Return the listing in full, word for word.

BEGIN SUPPLIED RECORDS

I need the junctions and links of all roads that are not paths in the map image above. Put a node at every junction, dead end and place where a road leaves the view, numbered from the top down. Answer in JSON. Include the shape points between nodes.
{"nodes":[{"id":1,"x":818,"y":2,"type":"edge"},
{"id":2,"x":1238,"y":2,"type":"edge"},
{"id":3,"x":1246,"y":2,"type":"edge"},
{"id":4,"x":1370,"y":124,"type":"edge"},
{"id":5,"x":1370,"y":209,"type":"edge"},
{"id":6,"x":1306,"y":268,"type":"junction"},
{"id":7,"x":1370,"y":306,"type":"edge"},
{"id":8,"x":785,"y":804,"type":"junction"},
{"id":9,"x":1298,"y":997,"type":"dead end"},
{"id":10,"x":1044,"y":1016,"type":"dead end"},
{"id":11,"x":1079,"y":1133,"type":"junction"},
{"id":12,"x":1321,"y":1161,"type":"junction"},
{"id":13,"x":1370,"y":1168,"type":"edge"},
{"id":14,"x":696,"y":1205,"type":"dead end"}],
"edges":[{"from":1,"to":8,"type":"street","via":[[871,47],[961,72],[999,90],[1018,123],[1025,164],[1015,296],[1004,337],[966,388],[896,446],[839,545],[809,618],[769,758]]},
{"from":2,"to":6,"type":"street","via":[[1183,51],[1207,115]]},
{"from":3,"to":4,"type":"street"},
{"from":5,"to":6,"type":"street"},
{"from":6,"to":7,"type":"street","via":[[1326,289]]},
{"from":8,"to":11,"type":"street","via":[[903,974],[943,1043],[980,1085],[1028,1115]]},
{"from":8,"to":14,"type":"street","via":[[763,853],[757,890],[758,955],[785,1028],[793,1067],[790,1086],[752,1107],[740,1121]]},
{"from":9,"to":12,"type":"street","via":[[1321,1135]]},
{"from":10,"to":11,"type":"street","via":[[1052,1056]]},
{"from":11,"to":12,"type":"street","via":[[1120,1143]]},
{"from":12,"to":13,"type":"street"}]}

END SUPPLIED RECORDS

_OUTPUT FOR THIS EXERCISE_.
I need the junctions and links of all roads that are not paths in the map image above. Put a node at every junction, dead end and place where a road leaves the view, numbered from the top down. Answer in JSON. Include the shape points between nodes.
{"nodes":[{"id":1,"x":818,"y":2,"type":"edge"},
{"id":2,"x":1238,"y":2,"type":"edge"},
{"id":3,"x":1246,"y":2,"type":"edge"},
{"id":4,"x":1370,"y":124,"type":"edge"},
{"id":5,"x":1370,"y":209,"type":"edge"},
{"id":6,"x":1306,"y":268,"type":"junction"},
{"id":7,"x":1370,"y":306,"type":"edge"},
{"id":8,"x":785,"y":804,"type":"junction"},
{"id":9,"x":1298,"y":997,"type":"dead end"},
{"id":10,"x":1044,"y":1016,"type":"dead end"},
{"id":11,"x":1079,"y":1133,"type":"junction"},
{"id":12,"x":1321,"y":1161,"type":"junction"},
{"id":13,"x":1370,"y":1168,"type":"edge"},
{"id":14,"x":696,"y":1205,"type":"dead end"}],
"edges":[{"from":1,"to":8,"type":"street","via":[[871,47],[961,72],[999,90],[1018,123],[1025,164],[1015,296],[1004,337],[966,388],[896,446],[839,545],[809,618],[769,758]]},
{"from":2,"to":6,"type":"street","via":[[1183,51],[1207,115]]},
{"from":3,"to":4,"type":"street"},
{"from":5,"to":6,"type":"street"},
{"from":6,"to":7,"type":"street","via":[[1326,289]]},
{"from":8,"to":11,"type":"street","via":[[903,974],[943,1043],[980,1085],[1028,1115]]},
{"from":8,"to":14,"type":"street","via":[[763,853],[757,890],[758,955],[785,1028],[793,1067],[790,1086],[752,1107],[740,1121]]},
{"from":9,"to":12,"type":"street","via":[[1321,1135]]},
{"from":10,"to":11,"type":"street","via":[[1052,1056]]},
{"from":11,"to":12,"type":"street","via":[[1120,1143]]},
{"from":12,"to":13,"type":"street"}]}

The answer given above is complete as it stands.